Nado un poco, leo, escribo algún apunte, miro las cosas que hay en la arena, nado, leo, escribo algún otro apunte si algo de lo que estoy leyendo o de lo que tengo alrededor me interesa un poco más...
Es una tarde gris. Hace mucho calor, pero no hay atisbo del sol. Algunas arañas diminutas suben y bajan por una estela de restos de caracoles que el mar dejó la noche anterior. También hay un tábano. Sólo uno. Llega, se posa sobre una pierna, es espantado y regresa a un punto en particular del largo conjunto de caparazones molidas. Quizás allí tiene algo que lo entretiene: lo que queda de un cangrejo perdido, por ejemplo. Hay poca gente a esta altura de la playa Mansa. No hay oleaje. No pasa nadie caminando. Tampoco parece que alguien se haya interesado en salir a navegar por la bahía. Ni siquiera se sabe bien qué hora es. Puede ser el mediodía o una de las horas del final de la tarde.

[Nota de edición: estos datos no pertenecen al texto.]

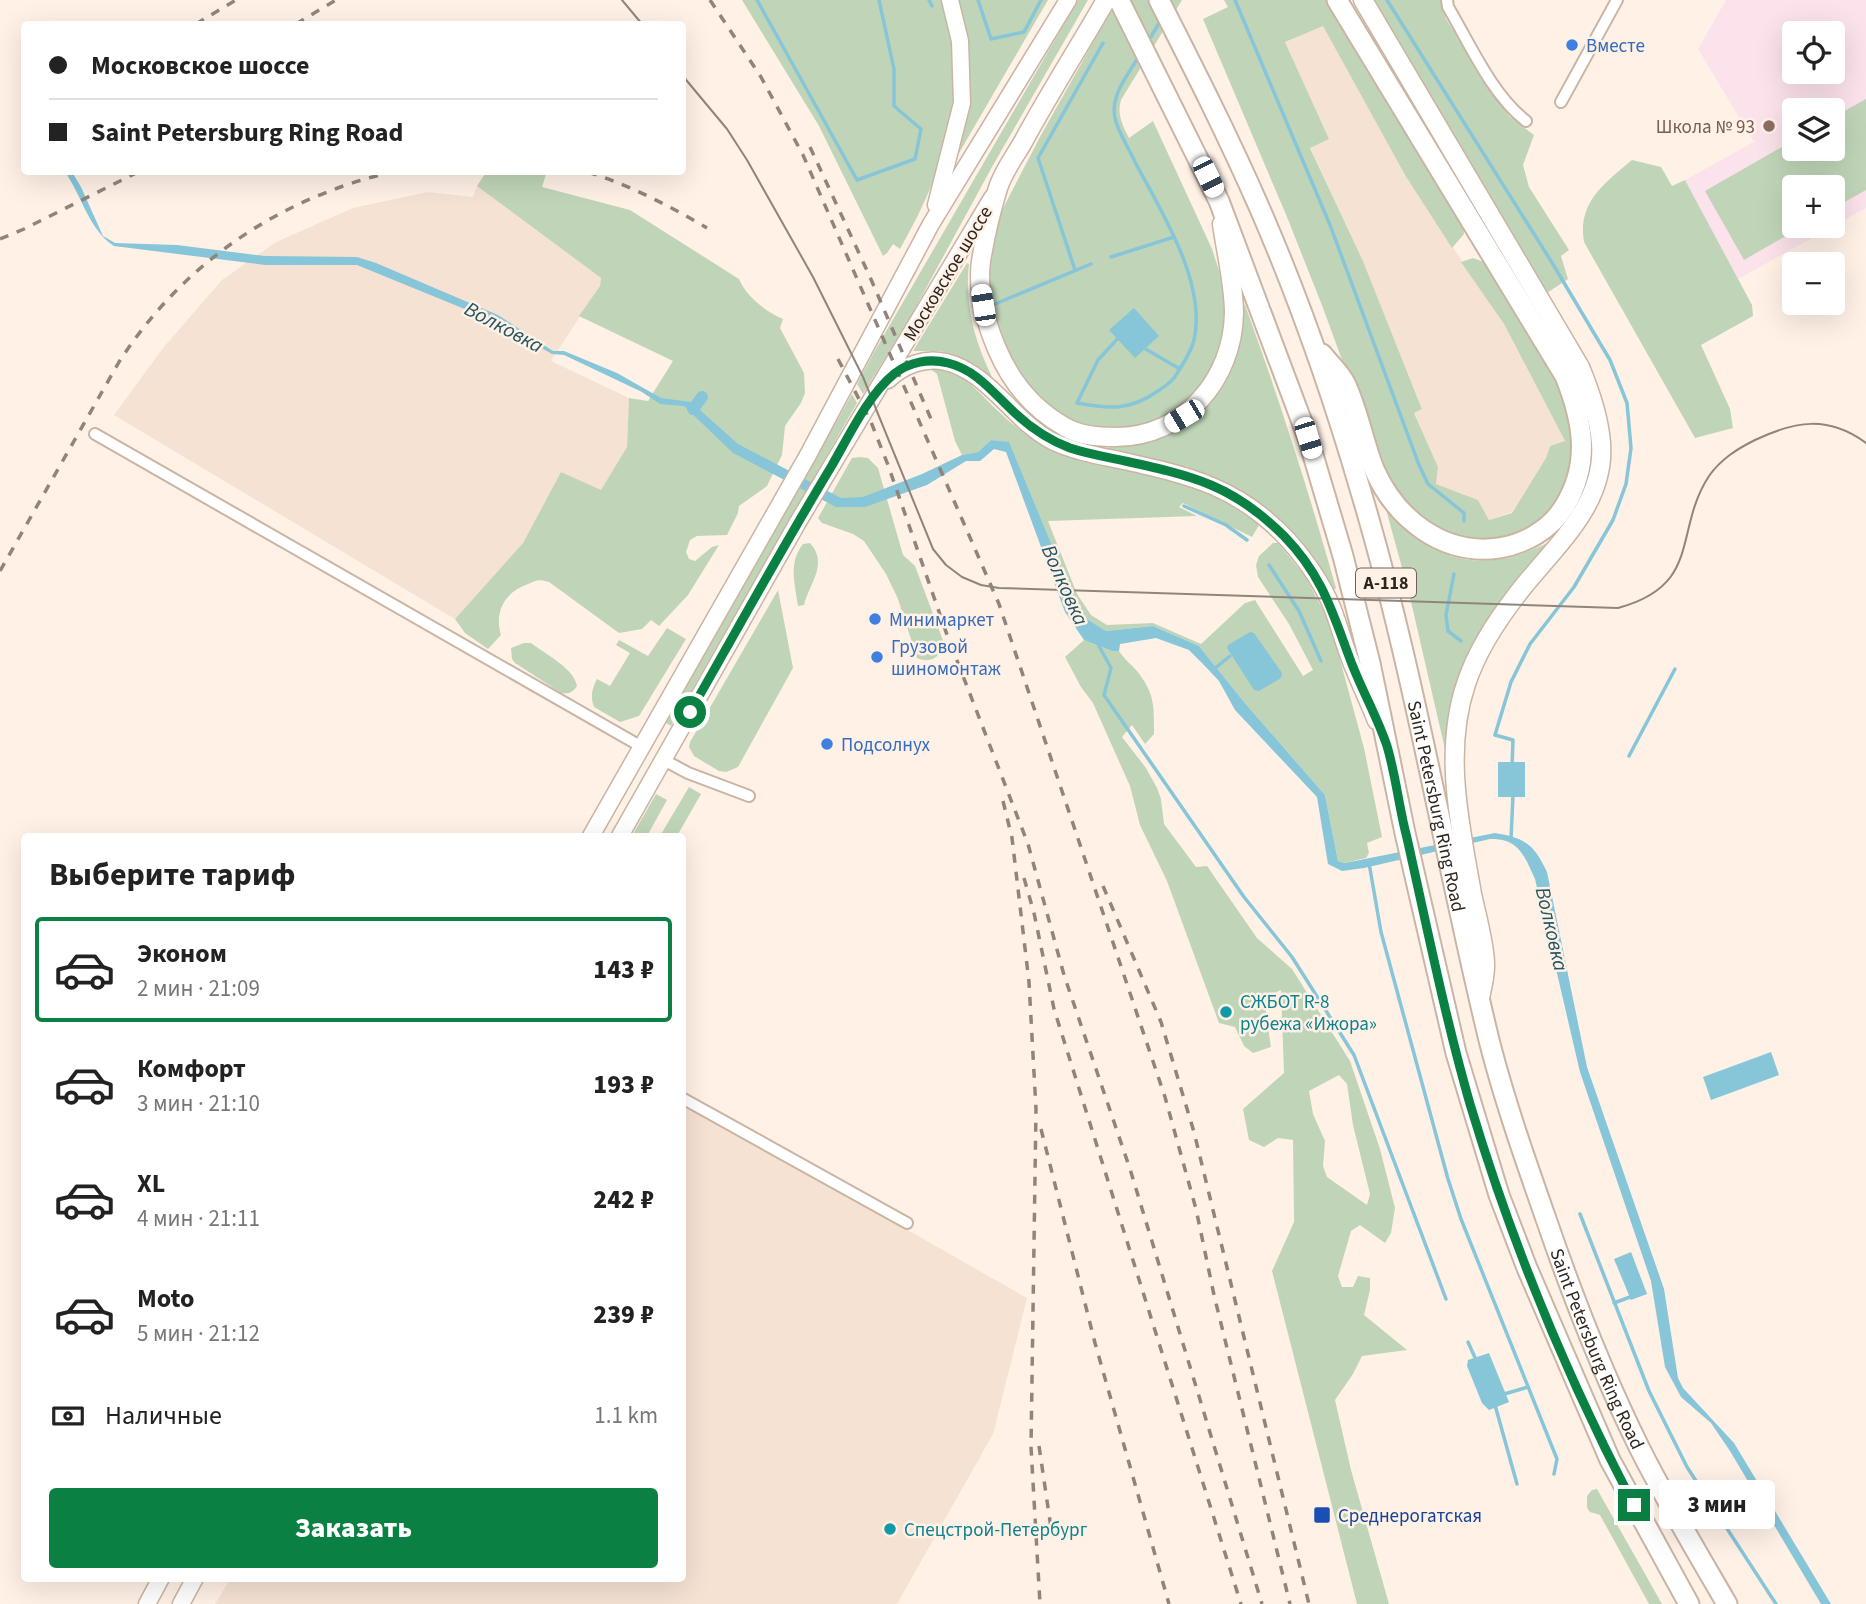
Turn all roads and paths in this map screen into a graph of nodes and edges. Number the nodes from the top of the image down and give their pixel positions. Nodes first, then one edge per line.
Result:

Leo un cuento de Erskine Caldwell: "La mosca en el ataúd". Es el primer cuento del libro; un exordio grato y delirante de cuatro o cinco páginas, un jirón febril de la imaginación truculenta de Caldwell.

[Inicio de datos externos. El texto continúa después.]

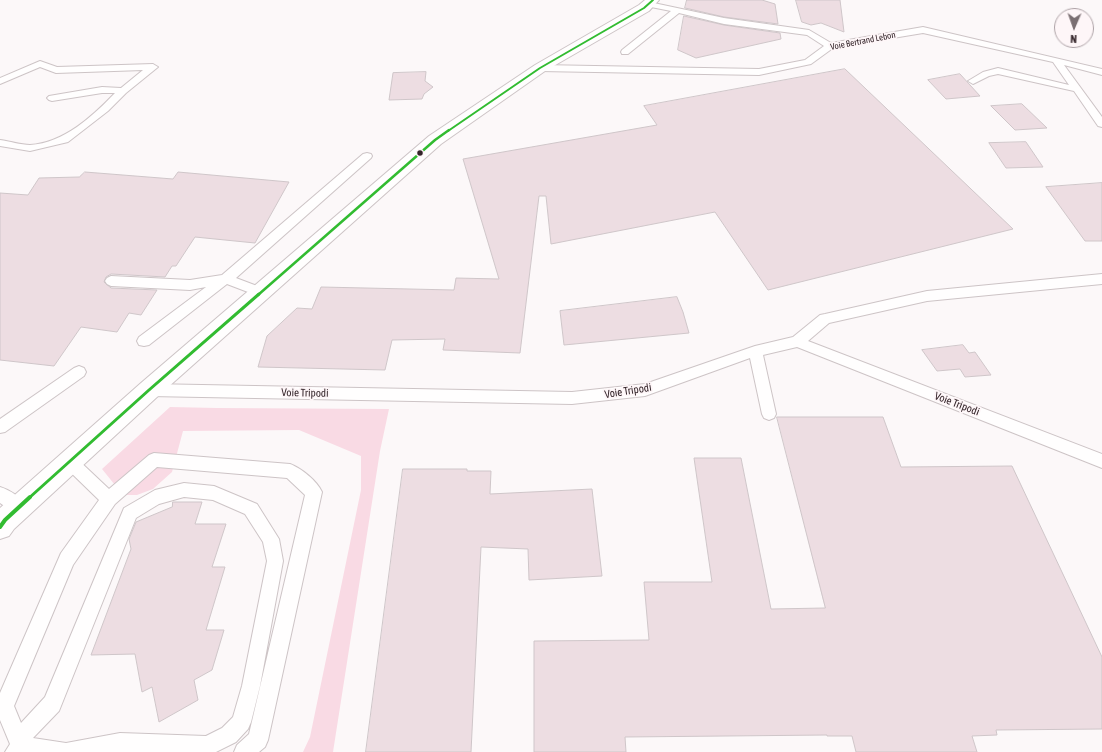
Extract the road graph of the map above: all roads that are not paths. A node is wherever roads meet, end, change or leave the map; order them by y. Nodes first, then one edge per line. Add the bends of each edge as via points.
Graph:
1 (651, 2) edge
2 (676, 10) junction
3 (830, 46) junction
4 (625, 52) dead end
5 (1056, 60) junction
6 (540, 68) junction
7 (1102, 72) edge
8 (0, 81) edge
9 (973, 81) dead end
10 (1077, 89) junction
11 (123, 91) junction
12 (52, 98) dead end
13 (1102, 124) edge
14 (0, 144) edge
15 (367, 156) dead end
16 (226, 279) junction
17 (1102, 279) edge
18 (111, 281) dead end
19 (261, 292) junction
20 (144, 341) dead end
21 (797, 342) junction
22 (755, 351) junction
23 (79, 372) dead end
24 (149, 390) junction
25 (769, 414) dead end
26 (0, 427) edge
27 (69, 461) junction
28 (1102, 461) edge
29 (0, 494) edge
30 (109, 499) junction
31 (6, 520) edge
32 (18, 746) edge
33 (64, 752) edge
34 (69, 752) edge
35 (244, 752) edge

1 - 2 lane
1 - 6 street
2 - 3 lane via 724,21 809,33
2 - 4 lane
3 - 5 lane, Voie Bertrand Lebon via 923,30
3 - 6 lane, Voie Bertrand Lebon via 808,62 759,72
5 - 7 lane, Voie Bertrand Lebon
5 - 10 lane
6 - 19 street via 435,140
8 - 11 lane via 40,64 56,70 152,66
9 - 10 lane via 998,71
10 - 13 lane
11 - 12 lane via 102,90
11 - 14 lane via 105,109 64,140 30,148
15 - 16 lane
16 - 18 lane via 190,285
16 - 19 lane
16 - 20 lane
17 - 21 lane via 927,296 825,319
19 - 24 street
21 - 22 lane, Voie Tripodi
21 - 28 lane, Voie Tripodi
22 - 24 lane, Voie Tripodi via 645,390 572,398
22 - 25 lane
23 - 26 lane
24 - 27 street
27 - 30 lane
27 - 31 street
29 - 31 lane
30 - 32 lane via 66,559 4,706
30 - 35 lane via 154,460 290,471 314,492 258,740
32 - 33 lane
32 - 34 lane via 52,704 130,513 155,498 184,490 214,493 251,509 271,539 275,561 251,686 241,722 229,735 207,746 120,743

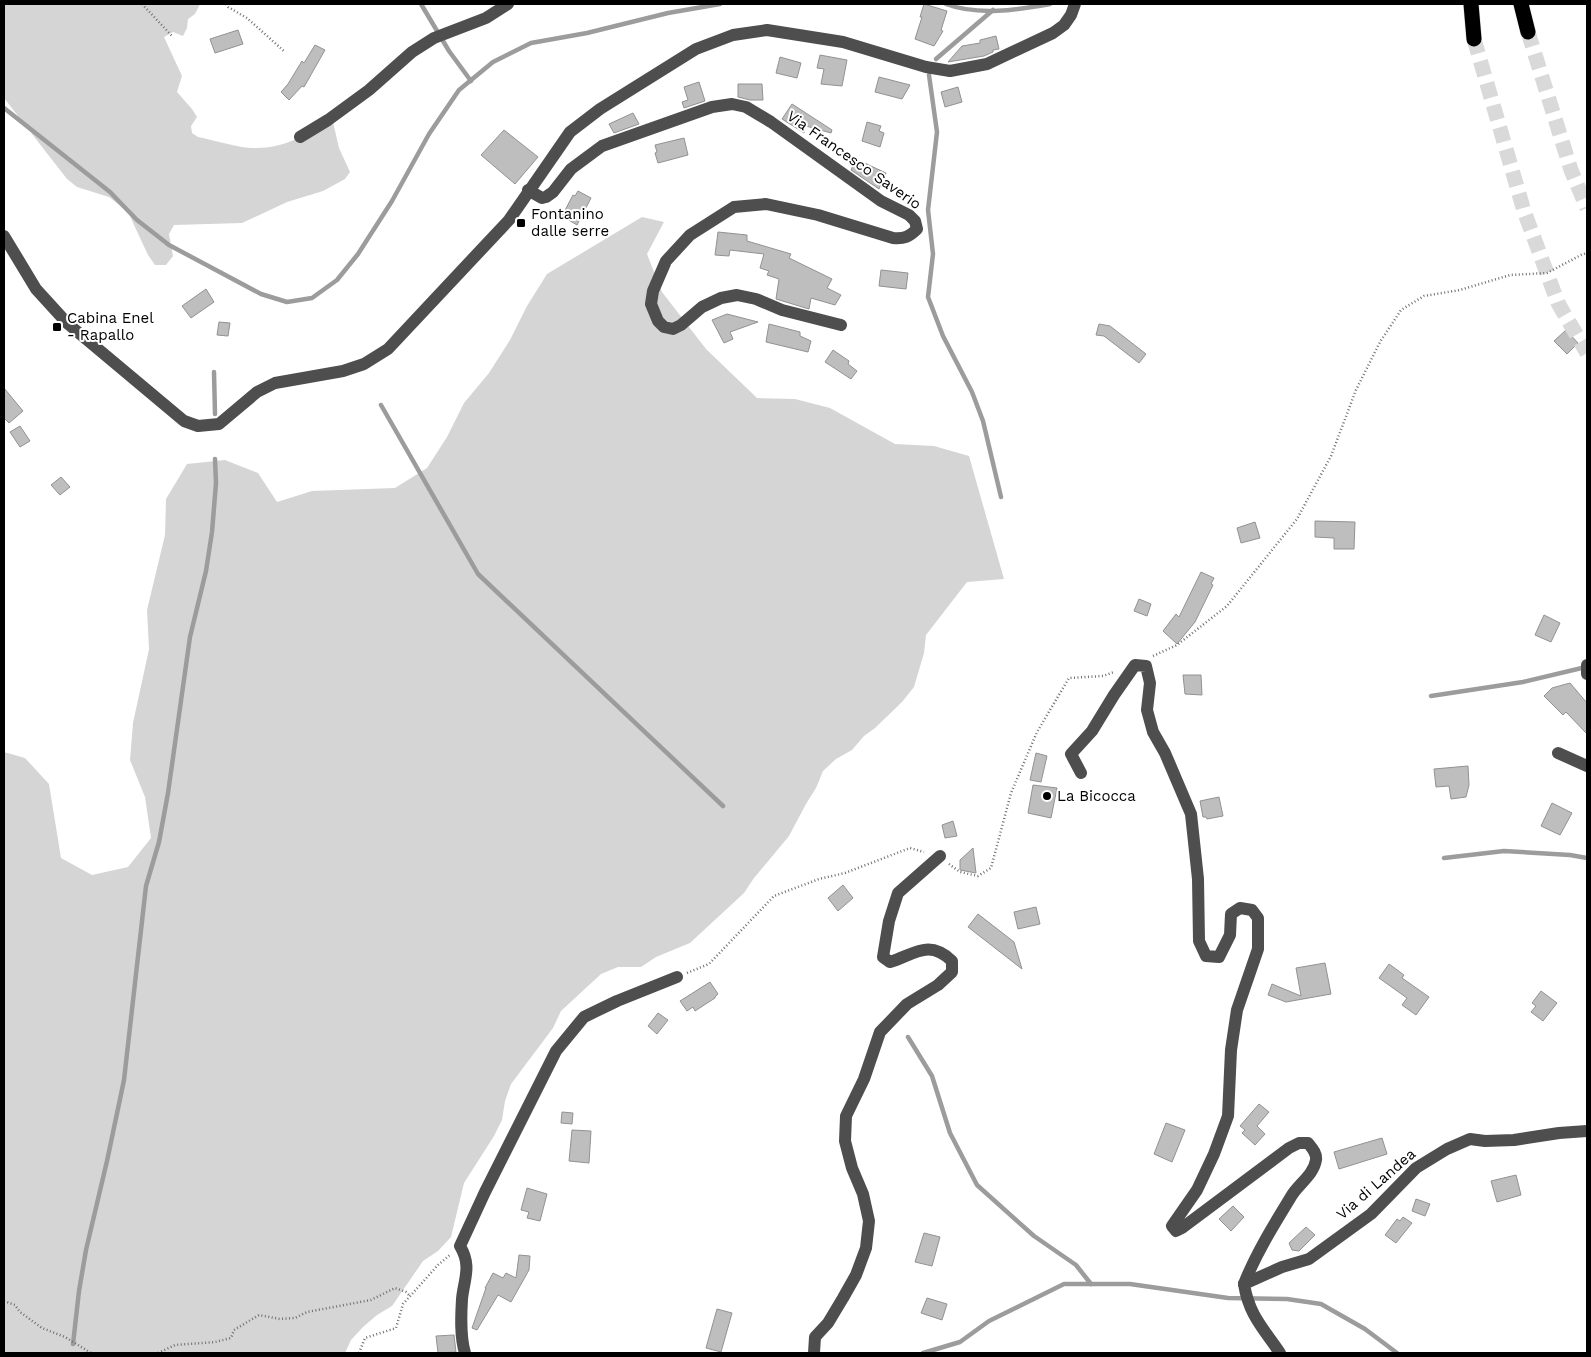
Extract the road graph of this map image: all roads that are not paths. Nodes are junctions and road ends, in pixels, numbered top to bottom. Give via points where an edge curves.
1 (508, 4) edge
2 (1075, 4) edge
3 (1471, 4) edge
4 (1521, 4) edge
5 (1528, 32) tunnel mouth
6 (1474, 38) tunnel mouth
7 (300, 137) dead end
8 (528, 190) junction
9 (4, 236) edge
10 (841, 325) dead end
11 (1587, 665) edge
12 (1587, 674) edge
13 (1558, 753) dead end
14 (1587, 766) edge
15 (1081, 773) dead end
16 (940, 856) road end
17 (676, 977) road end
18 (1587, 1132) edge
19 (1244, 1284) junction
20 (465, 1353) edge
21 (814, 1353) edge
22 (1280, 1353) edge

1 - 7 street via 486,18 434,38 412,52 369,90
2 - 8 street via 1072,15 1053,33 987,64 950,71 843,42 767,30 733,35 696,49 600,109 570,132
3 - 6 highway
4 - 5 highway
8 - 9 street via 509,220 388,349 364,364 343,371 275,383 256,392 219,424 198,426 184,421 66,323 36,289
8 - 10 street, Via Francesco Saverio via 546,197 571,169 602,146 620,139 712,107 732,104 746,107 881,201 909,215 915,220 917,229 911,236 893,238 818,215 766,204 734,207 690,234 666,261 653,290 651,304 658,321 673,329 702,308 721,298 737,295
11 - 12 street
13 - 14 street
15 - 19 street via 1071,754 1092,731 1135,665 1146,666 1150,683 1147,710 1153,732 1166,753 1191,814 1198,879 1199,941 1206,956 1219,957 1230,935 1231,914 1240,908 1252,910 1258,918 1258,948 1238,1010 1231,1050 1228,1116 1197,1190 1172,1226 1176,1231 1182,1228 1299,1143 1308,1143 1316,1160 1293,1193
16 - 21 street via 898,893 883,957 890,962 915,951 943,952 952,961 952,972 907,1004 880,1032 864,1079 846,1116 845,1141 869,1221 866,1248 843,1298 815,1337
17 - 20 street via 584,1017 556,1050 460,1246 468,1268 462,1298
18 - 19 street, Via di Landea via 1514,1140 1470,1139 1447,1148 1416,1168 1371,1214 1309,1260 1282,1267
19 - 22 street via 1253,1315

"Sólo habían transcurrido un día y una noche desde que Dose intentara dar caza a una mosca a través de la sierra circular de la serrería. Esa sierra circular había cortado en dos a Dose, y él había muerto furioso como un loco porque la mosca había logrado escapar sana y viva. Pero eso no habría tenido importancia alguna para Dose si hubiese podido resucitar por un minuto, o digamos dos para ser más generosos. Si hubiera podido hacer eso, le habría dado un golpe tan violento a esa molesta mosca que no habría quedado de ella ni una mota.
-¡Tú, Woodrow, tú! -dijo tía Marty -. Ve a ver si algunas moscas molestan a Dose.

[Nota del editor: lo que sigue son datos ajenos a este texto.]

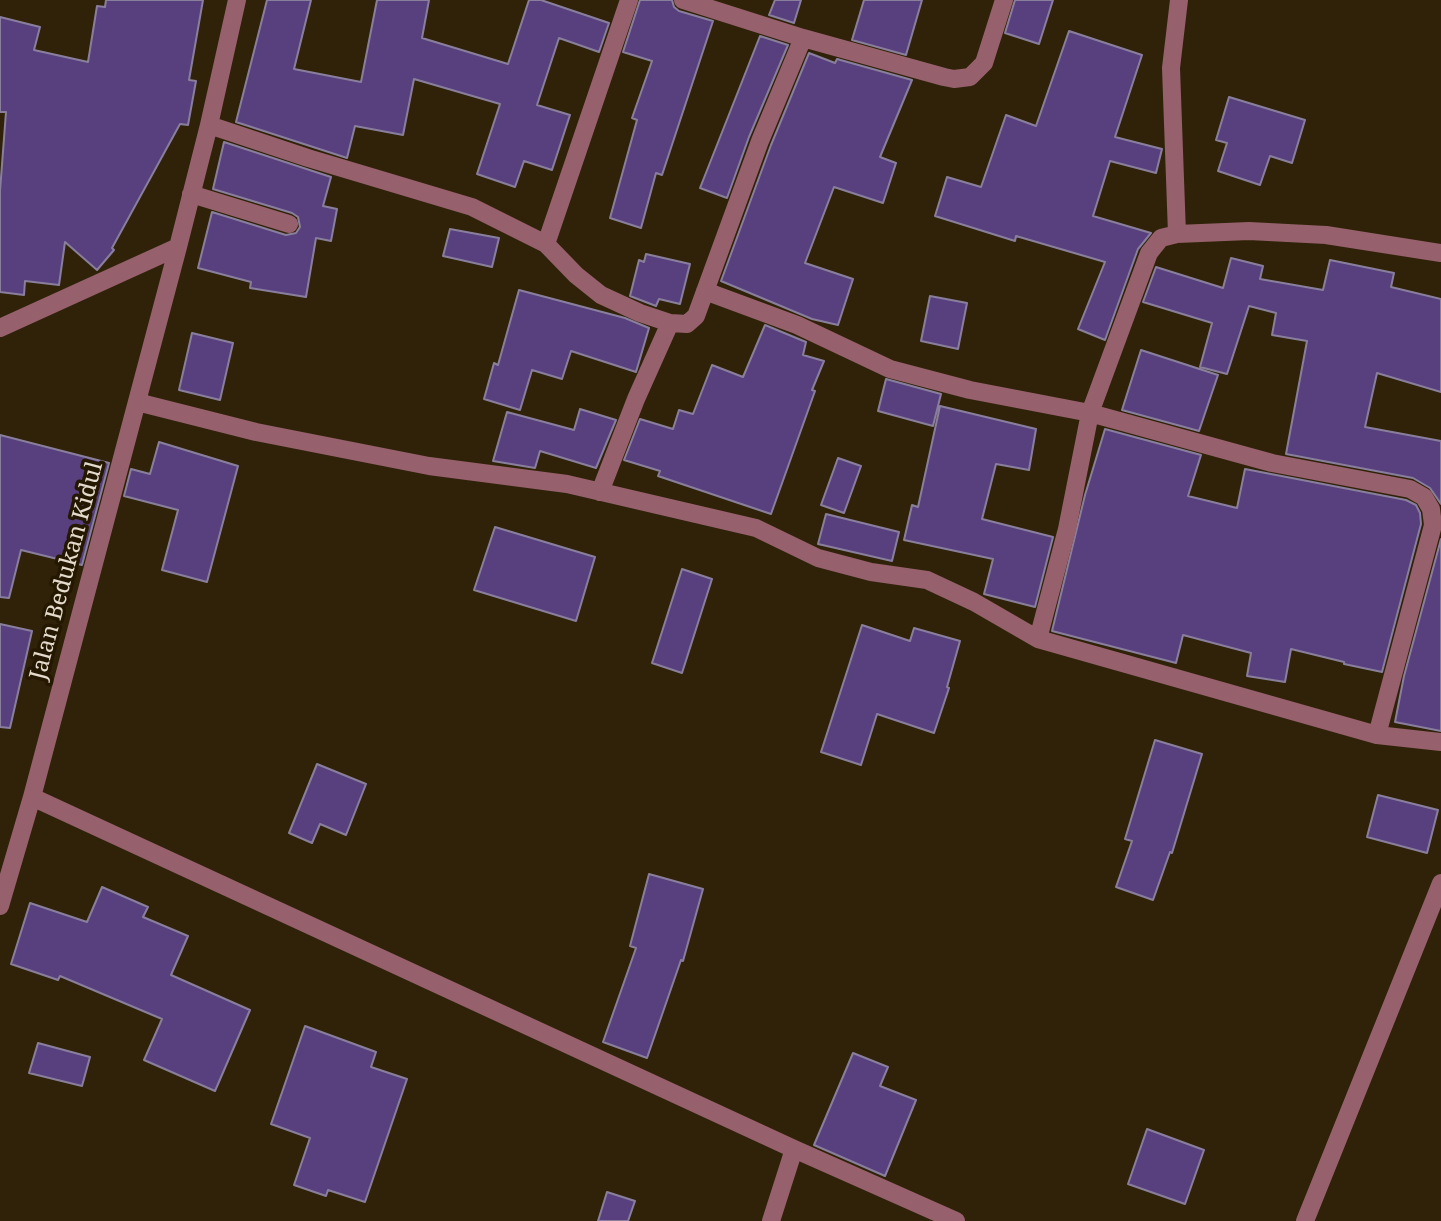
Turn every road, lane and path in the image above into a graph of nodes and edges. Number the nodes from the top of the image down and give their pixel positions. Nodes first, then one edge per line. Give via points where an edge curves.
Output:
1 (237, 0) edge
2 (629, 0) edge
3 (683, 0) edge
4 (1004, 0) edge
5 (1180, 0) edge
6 (803, 38) junction
7 (209, 125) junction
8 (191, 194) junction
9 (289, 224) dead end
10 (1177, 234) junction
11 (546, 244) junction
12 (178, 247) junction
13 (1441, 253) edge
14 (705, 291) junction
15 (670, 323) junction
16 (0, 328) edge
17 (137, 402) junction
18 (1090, 413) junction
19 (600, 492) junction
20 (1038, 639) junction
21 (1377, 735) junction
22 (1441, 742) edge
23 (33, 797) junction
24 (1441, 883) edge
25 (0, 906) edge
26 (794, 1149) junction
27 (771, 1221) edge
28 (956, 1221) edge
29 (1305, 1221) edge

1 - 7 street, Jalan Bedukan Kidul
2 - 11 street
3 - 6 street
4 - 6 street via 984,63 970,77 944,77
5 - 10 street via 1171,68
6 - 14 street
7 - 8 street, Jalan Bedukan Kidul
7 - 11 street via 472,207
8 - 9 street
8 - 12 street, Jalan Bedukan Kidul
10 - 13 street via 1326,235
10 - 18 street via 1161,238 1149,253
11 - 15 street via 601,295
12 - 16 street
12 - 17 street, Jalan Bedukan Kidul
14 - 15 street via 696,316 687,324
14 - 18 street via 797,325 890,369
15 - 19 street
17 - 19 street via 256,432 429,466
17 - 23 street, Jalan Bedukan Kidul
18 - 20 street via 1067,529
18 - 21 street via 1272,463 1410,489 1424,497 1433,525
19 - 20 street via 756,528 818,558 928,580
20 - 21 street
21 - 22 street
23 - 25 street, Jalan Bedukan Kidul
23 - 26 street
24 - 29 street
26 - 27 street
26 - 28 street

-Jamás podrás verme matando moscas sobre un hombre muerto -replicó Woodrow.
-No las mates entonces -repuso tía Marty -. Espántalas."
Yo también sé que el tábano está allí. Puedo sentirlo posado a muy pocos centímetros de mi rodilla derecha. Entonces sacudo un poco la pierna porque doy por hecho que el movimiento lo va a espantar.
"En la parte trasera de la casa estaban tratando de construir para Dose un ataúd provisional. Hacían un montón de intentos y muy poco, muy poco trabajo. Aquellos perezosos individuos no se hallaban en lo más mínimo predisupuestos al trabajo. El empresario de pompas fúnebres no vendría a traer un ataúd porque deseaba sesenta dólares, veinticinco al contado. Nadie tenía sesenta dólares, veinticinco al contado."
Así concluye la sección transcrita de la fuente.